Liz Gannes

Recent Posts by Liz Gannes

SXSW Gets Its Own Apple Store

It’s getting to the point where the streets of San Francisco may be as noticeably empty over the next few days as over Labor Day during Burning Man. Just about everyone in the world of Web technology will soon descend on Austin for SXSW Interactive and our annual allotment of barbeque and margaritas. Many of us were already preparing to make the five-mile trek out of downtown Austin to the nearest Apple Store for the iPad 2 release at 5 p.m. on Friday, just as the conference is beginning.

But the trek won’t be necessary anymore, it seems. Local outlets are reporting that Apple is preparing to open a pop-up shop for the next two weeks at 6th and Congress in downtown Austin. That’s a mere stroll from the SXSW epicenter.

Plans for the store apparently came together in just the last couple days, with an Apple rep scouting the location on Monday and workers sprucing it up and carting in signage on Wednesday. The grand opening is set for Friday.

A swarm of early-adopting iPad 2 buyers is a sure bet; really, the only question is who will be mayor of the pop-up store on Foursquare.

(Here’s Walt Mossberg’s iPad 2 review.)

Meanwhile, AT&T is again boosting Austin coverage for the conference, after failing miserably to withstand the iPhone swarm two years ago and recovering admirably with temporary cell sites in 2010. No word on whether new iPhone and iPad carrier Verizon is doing the same.

As for our plans at AllThingsD, Kara Swisher, Katie Boehret and I will be in Austin this weekend.
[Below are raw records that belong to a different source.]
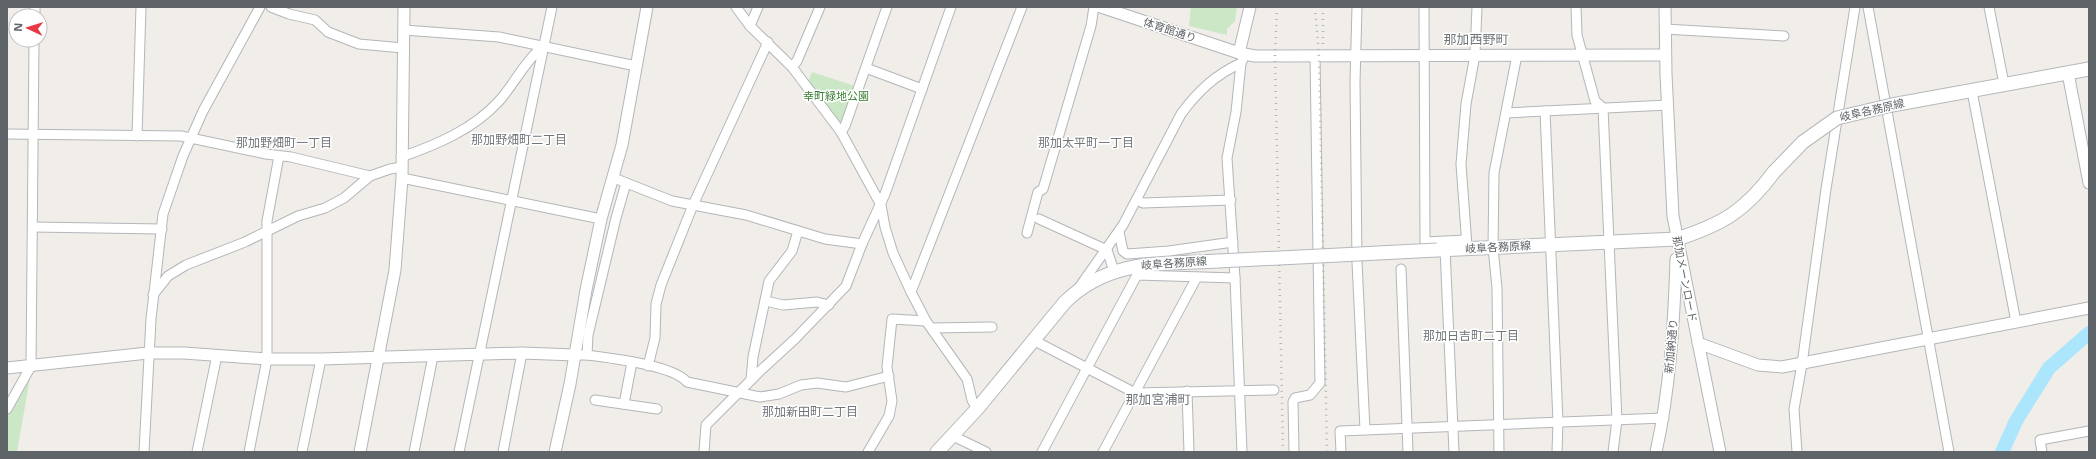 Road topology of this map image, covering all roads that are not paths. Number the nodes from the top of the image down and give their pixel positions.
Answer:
1 (141, 7) edge
2 (260, 7) edge
3 (271, 7) edge
4 (404, 7) edge
5 (552, 7) edge
6 (648, 7) edge
7 (736, 7) edge
8 (758, 7) edge
9 (820, 7) edge
10 (887, 7) edge
11 (951, 7) edge
12 (1022, 7) edge
13 (1094, 7) edge
14 (1101, 7) edge
15 (1250, 7) edge
16 (1357, 7) edge
17 (1424, 7) edge
18 (1477, 7) edge
19 (1576, 7) edge
20 (1665, 7) edge
21 (1855, 7) edge
22 (1868, 7) edge
23 (1989, 7) edge
24 (750, 26) junction
25 (1665, 29) junction
26 (404, 30) junction
27 (1784, 36) dead end
28 (768, 42) junction
29 (542, 46) junction
30 (34, 48) edge
31 (403, 48) junction
32 (1583, 54) junction
33 (1425, 55) junction
34 (1475, 55) junction
35 (1517, 55) junction
36 (1665, 55) junction
37 (1315, 56) junction
38 (1356, 56) junction
39 (1242, 57) junction
40 (636, 66) junction
41 (792, 67) junction
42 (866, 68) junction
43 (2089, 69) edge
44 (2068, 73) junction
45 (2004, 84) junction
46 (922, 89) junction
47 (1972, 90) junction
48 (1668, 105) junction
49 (1603, 108) junction
50 (1544, 111) junction
51 (1506, 114) junction
52 (841, 132) junction
53 (7, 134) edge
54 (33, 134) junction
55 (137, 136) junction
56 (191, 138) junction
57 (280, 156) junction
58 (402, 168) junction
59 (370, 176) junction
60 (614, 178) junction
61 (2089, 182) edge
62 (626, 183) junction
63 (511, 200) junction
64 (1137, 200) junction
65 (1231, 200) junction
66 (692, 205) junction
67 (881, 205) junction
68 (600, 219) junction
69 (1039, 220) dead end
70 (33, 227) junction
71 (162, 229) junction
72 (798, 231) junction
73 (267, 232) junction
74 (1027, 232) dead end
75 (1119, 232) junction
76 (1677, 239) junction
77 (1608, 241) junction
78 (1233, 242) junction
79 (862, 244) junction
80 (1549, 244) junction
81 (1467, 245) junction
82 (1493, 247) junction
83 (1107, 250) junction
84 (1441, 250) junction
85 (1401, 269) dead end
86 (1114, 271) junction
87 (1197, 277) junction
88 (1235, 278) junction
89 (1077, 290) junction
90 (911, 292) junction
91 (152, 296) junction
92 (766, 301) junction
93 (829, 305) junction
94 (2089, 308) edge
95 (2016, 322) junction
96 (929, 325) junction
97 (992, 327) dead end
98 (1928, 339) junction
99 (1033, 340) junction
100 (1698, 343) junction
101 (522, 353) junction
102 (148, 354) junction
103 (479, 354) junction
104 (217, 355) junction
105 (575, 355) junction
106 (587, 355) junction
107 (433, 356) junction
108 (267, 358) junction
109 (378, 358) junction
110 (321, 360) junction
111 (632, 362) junction
112 (1802, 364) junction
113 (31, 366) junction
114 (648, 366) junction
115 (7, 368) edge
116 (1087, 369) junction
117 (889, 376) junction
118 (751, 380) junction
119 (1274, 390) dead end
120 (1188, 391) junction
121 (1241, 391) junction
122 (1135, 393) junction
123 (738, 394) junction
124 (595, 400) dead end
125 (624, 404) junction
126 (977, 408) junction
127 (7, 409) edge
128 (657, 409) dead end
129 (1664, 418) junction
130 (1617, 420) junction
131 (1558, 422) junction
132 (1499, 425) junction
133 (1454, 427) junction
134 (1409, 429) junction
135 (1365, 430) junction
136 (2089, 431) edge
137 (953, 436) junction
138 (144, 452) edge
139 (197, 452) edge
140 (249, 452) edge
141 (302, 452) edge
142 (360, 452) edge
143 (414, 452) edge
144 (459, 452) edge
145 (503, 452) edge
146 (555, 452) edge
147 (704, 452) edge
148 (868, 452) edge
149 (937, 452) edge
150 (986, 452) edge
151 (1042, 452) edge
152 (1103, 452) edge
153 (1189, 452) edge
154 (1242, 452) edge
155 (1294, 452) edge
156 (1341, 452) edge
157 (1408, 452) edge
158 (1454, 452) edge
159 (1499, 452) edge
160 (1557, 452) edge
161 (1613, 452) edge
162 (1656, 452) edge
163 (1720, 452) edge
164 (1797, 452) edge
165 (1949, 452) edge
166 (2042, 452) edge

1 - 55 street
2 - 56 street
3 - 31 street
4 - 26 street
5 - 29 street
6 - 40 street
7 - 24 street
8 - 24 street
9 - 41 street
10 - 42 street
11 - 46 street
12 - 90 street
13 - 74 street
14 - 39 street, 体育館通り
15 - 39 street
16 - 38 street
17 - 33 street
18 - 34 street
19 - 32 street
20 - 25 street
21 - 112 street
22 - 98 street
23 - 45 street
24 - 28 street
25 - 27 street
25 - 36 street, 那加メーンロード
26 - 29 street
26 - 31 street
28 - 41 street
28 - 66 street
29 - 40 street
29 - 58 street
29 - 63 street
30 - 54 street
31 - 58 street
32 - 35 street, 体育館通り
32 - 36 street, 体育館通り
32 - 49 street
33 - 34 street, 体育館通り
33 - 38 street, 体育館通り
33 - 81 street
34 - 35 street, 体育館通り
34 - 81 street
35 - 51 street
36 - 48 street, 那加メーンロード
37 - 38 street, 体育館通り
37 - 39 street, 体育館通り
37 - 155 street
38 - 135 street
39 - 64 street
39 - 65 street
40 - 60 street
41 - 52 street
42 - 46 street
42 - 52 street
43 - 44 main road, 岐阜各務原線
44 - 45 main road, 岐阜各務原線
44 - 61 street
45 - 47 main road, 岐阜各務原線
46 - 67 street
47 - 76 main road, 岐阜各務原線, bridge
47 - 95 street
48 - 49 street
48 - 76 street, 那加メーンロード
49 - 50 street
49 - 77 street
50 - 51 street
50 - 80 street
51 - 82 street
52 - 67 street
53 - 54 street
54 - 55 street
54 - 70 street
55 - 56 street
56 - 57 street
56 - 71 street
57 - 59 street
57 - 73 street
58 - 59 street
58 - 63 street
58 - 109 street
59 - 73 street
60 - 62 street
60 - 68 street
62 - 66 street
62 - 106 street
63 - 68 street
63 - 103 street
64 - 65 street
64 - 75 street
65 - 78 street
66 - 72 street
66 - 114 street
67 - 79 street
67 - 90 street
68 - 105 street
69 - 83 street
70 - 71 street
70 - 113 street
71 - 91 street
72 - 79 street
72 - 92 street
73 - 91 street
73 - 108 street
75 - 78 street
75 - 83 street
76 - 77 main road, 岐阜各務原線
76 - 100 street, 那加メーンロード
76 - 129 street, 新加納通り
77 - 80 main road, 岐阜各務原線
77 - 130 street
78 - 88 street
79 - 93 street
80 - 82 main road, 岐阜各務原線
80 - 131 street
81 - 82 main road, 岐阜各務原線
81 - 84 main road, 岐阜各務原線
82 - 132 street
83 - 86 street
83 - 89 street
84 - 86 main road, 岐阜各務原線, bridge
84 - 133 street
85 - 134 street
86 - 89 main road, 岐阜各務原線
87 - 88 street
87 - 116 street
87 - 122 street
88 - 121 street
89 - 99 main road, 岐阜各務原線
90 - 96 street
91 - 102 street
92 - 93 street
92 - 118 street
93 - 118 street
94 - 95 street
95 - 98 street
96 - 97 street
96 - 117 street
96 - 126 street
98 - 112 street
98 - 165 street
99 - 116 street
99 - 126 main road, 岐阜各務原線
100 - 112 street
100 - 163 street, 那加メーンロード
101 - 103 street
101 - 105 street
101 - 145 street
102 - 104 street
102 - 113 street
102 - 138 street
103 - 107 street
103 - 144 street
104 - 108 street
104 - 139 street
105 - 106 street
105 - 146 street
106 - 111 street
107 - 109 street
107 - 143 street
108 - 110 street
108 - 140 street
109 - 110 street
109 - 142 street
110 - 141 street
111 - 114 street
111 - 125 street
112 - 164 street
113 - 115 street
113 - 127 street
114 - 123 street
116 - 122 street
116 - 151 street
117 - 123 street
117 - 148 street
118 - 123 street
119 - 121 street
120 - 121 street
120 - 122 street
120 - 153 street
121 - 154 street
122 - 152 street
123 - 147 street
124 - 125 street
125 - 128 street
126 - 137 main road, 岐阜各務原線
129 - 130 street
129 - 162 street, 新加納通り
130 - 131 street
130 - 161 street
131 - 132 street
131 - 160 street
132 - 133 street
132 - 159 street
133 - 134 street
133 - 158 street
134 - 135 street
134 - 157 street
135 - 156 street
136 - 166 street
137 - 149 main road, 岐阜各務原線
137 - 150 street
Kara’s putting Flipboard on the hot seat on Saturday, and I’m doing a panel on personalized recommendations with StumbleUpon, YouTube and Pandora on Sunday.

If y’all happen to take a second to look up from your iPhone apps between checking in, filtering snapshots and mapping parties, perhaps we’ll see you in person.

Streetview capture of the Apple Store pop-up location via Austinist.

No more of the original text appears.